Feast day: 3 November

St Winifred (Gwenffrewi in Welsh) was born around the year 600 AD. She was the daughter of a chieftain of Tegeingl, a Welsh nobleman called Tyfid ap Eiludd. Her mother was Wenlo, sister of St Beuno and a member of a family closely associated with the kings of South Wales. A Welsh prince, Caradog, wanted to marry her, but Winifred told him she had decided to become a nun. He was infuriated and he cut off her head. In one version of the story her head rolled downhill and where it stopped, a healing spring appeared. She was restored to life and her head was rejoined to her body by the efforts of her uncle, the abbot St Beuno. It is said that before he left the spot he seated himself on the stone by the pool and promised in the name of God that "whoever on that spot should ask a benefit from God in the name of St Winifrede would obtain the grace he asked if it was for the good of his soul."

Winifred became a nun and later abbess at Gwytherin in Denbighshire, having received inspiration to leave Holywell and travel inland. She is also said to have made a pilgrimage to Rome, which influenced her to call a synod on religious life. Many of the accounts of Winifred's life are legend but there does seem to be historical evidence for the existence of this saint.

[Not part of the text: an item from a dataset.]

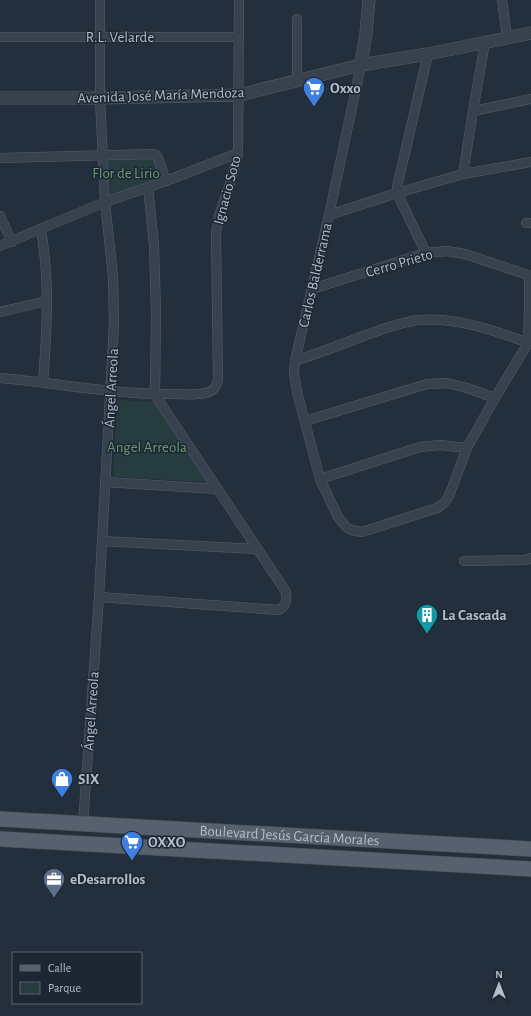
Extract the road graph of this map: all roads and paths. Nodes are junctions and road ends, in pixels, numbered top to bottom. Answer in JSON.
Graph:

After her death Winifred was interred at her abbey. In 1138, relics were carried to Shrewsbury to form the basis of an elaborate shrine. It was destroyed by Henry VIII in 1540.

Winifred has been venerated as a saint ever since her death. Her well at Holywell (Treffynon in Welsh) has been a place of pilgrimage and healing, the only place in Britain with a continuous history of pilgrimage for over thirteen centuries. King Henry V gave thanks there for his victory at Agincourt. Lady Margaret Beaufort, mother of Henry VII, erected a chapel to enclose it. The well itself, originally formed from a mountain spring, is housed below the town on the side of a steep hill in the shrine of St Winifrid. In 1917, due to mining, the well ran dry but water was soon restored.

St Winifred’s Well is mentioned in the medieval poem Sir Gawain and the Green Knight. The accounts of her life were written long after her death. One was by the Benedictine Abbot of Shrewsbury in around 1138, when Winifred's relics were transferred there. That manuscript is in the Bodleian Library and the other - supposedly by St Elwy, a British monk - is in the British Museum. Recently a fragment of an eighth century reliquary was found at Gwytherin giving added authenticity to her status as a saint.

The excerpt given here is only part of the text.